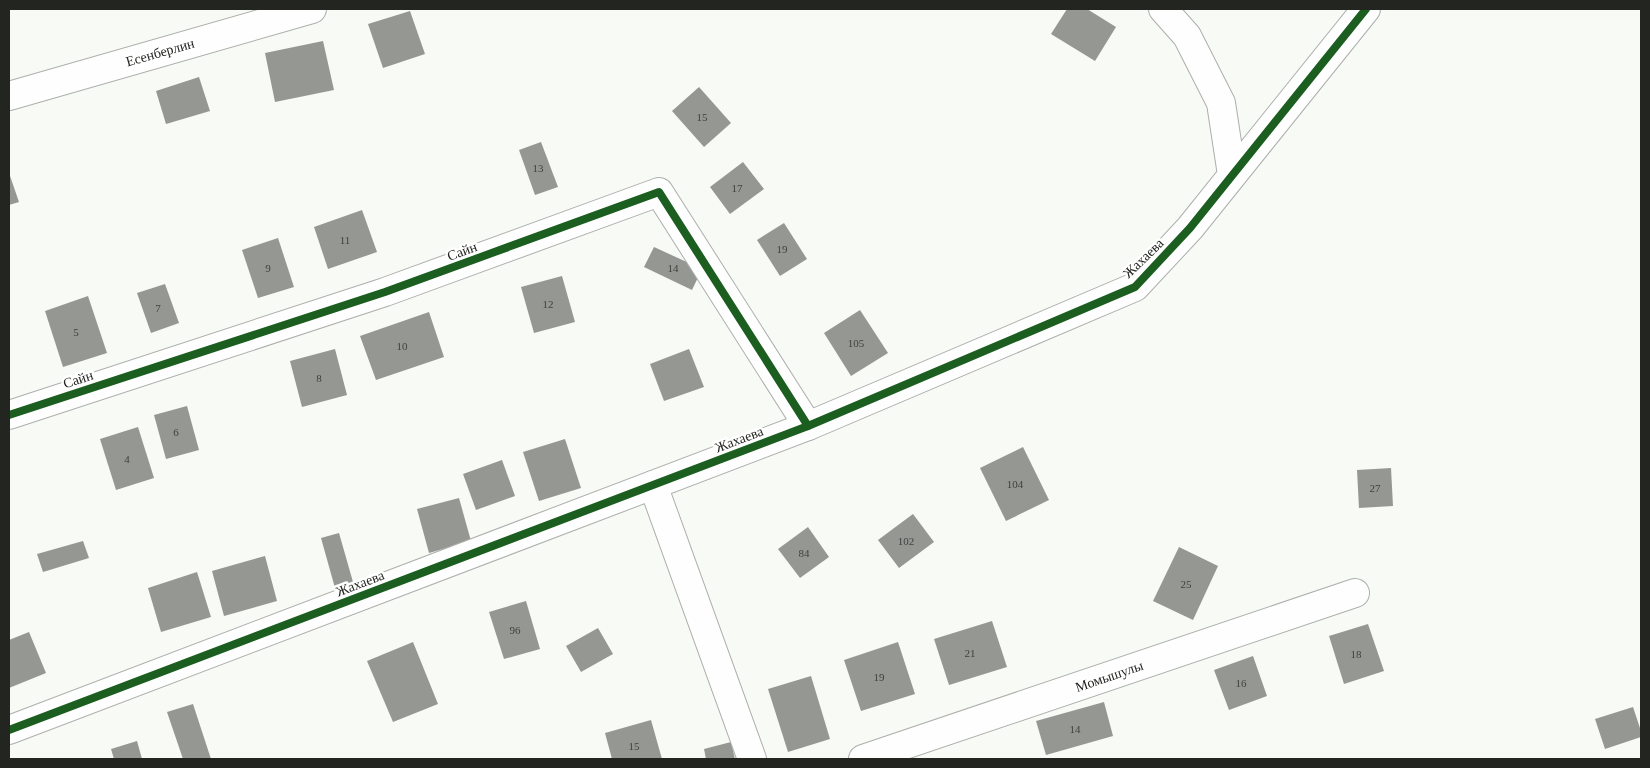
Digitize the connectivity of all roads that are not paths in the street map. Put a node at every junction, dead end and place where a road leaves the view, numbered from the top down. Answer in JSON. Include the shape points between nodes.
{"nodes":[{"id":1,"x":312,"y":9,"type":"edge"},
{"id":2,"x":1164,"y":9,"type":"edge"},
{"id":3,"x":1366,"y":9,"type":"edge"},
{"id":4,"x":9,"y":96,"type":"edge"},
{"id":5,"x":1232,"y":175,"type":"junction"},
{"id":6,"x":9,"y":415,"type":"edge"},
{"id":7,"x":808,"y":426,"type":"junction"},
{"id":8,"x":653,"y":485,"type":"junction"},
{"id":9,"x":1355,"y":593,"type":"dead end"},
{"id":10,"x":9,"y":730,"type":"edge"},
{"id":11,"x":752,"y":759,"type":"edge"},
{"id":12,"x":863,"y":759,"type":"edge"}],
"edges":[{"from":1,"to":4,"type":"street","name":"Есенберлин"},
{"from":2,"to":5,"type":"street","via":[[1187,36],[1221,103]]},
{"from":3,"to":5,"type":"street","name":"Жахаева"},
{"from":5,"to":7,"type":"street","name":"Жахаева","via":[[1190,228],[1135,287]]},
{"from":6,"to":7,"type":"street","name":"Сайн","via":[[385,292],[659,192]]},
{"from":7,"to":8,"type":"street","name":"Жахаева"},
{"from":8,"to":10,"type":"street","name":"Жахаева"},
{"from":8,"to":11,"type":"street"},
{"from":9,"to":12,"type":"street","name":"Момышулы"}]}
──────────
Without the pictures, write out the whole listing above exactly as it appears.

## FINISHED TASK
Digitize the connectivity of all roads that are not paths in the street map. Put a node at every junction, dead end and place where a road leaves the view, numbered from the top down. Answer in JSON. Include the shape points between nodes.
{"nodes":[{"id":1,"x":312,"y":9,"type":"edge"},
{"id":2,"x":1164,"y":9,"type":"edge"},
{"id":3,"x":1366,"y":9,"type":"edge"},
{"id":4,"x":9,"y":96,"type":"edge"},
{"id":5,"x":1232,"y":175,"type":"junction"},
{"id":6,"x":9,"y":415,"type":"edge"},
{"id":7,"x":808,"y":426,"type":"junction"},
{"id":8,"x":653,"y":485,"type":"junction"},
{"id":9,"x":1355,"y":593,"type":"dead end"},
{"id":10,"x":9,"y":730,"type":"edge"},
{"id":11,"x":752,"y":759,"type":"edge"},
{"id":12,"x":863,"y":759,"type":"edge"}],
"edges":[{"from":1,"to":4,"type":"street","name":"Есенберлин"},
{"from":2,"to":5,"type":"street","via":[[1187,36],[1221,103]]},
{"from":3,"to":5,"type":"street","name":"Жахаева"},
{"from":5,"to":7,"type":"street","name":"Жахаева","via":[[1190,228],[1135,287]]},
{"from":6,"to":7,"type":"street","name":"Сайн","via":[[385,292],[659,192]]},
{"from":7,"to":8,"type":"street","name":"Жахаева"},
{"from":8,"to":10,"type":"street","name":"Жахаева"},
{"from":8,"to":11,"type":"street"},
{"from":9,"to":12,"type":"street","name":"Момышулы"}]}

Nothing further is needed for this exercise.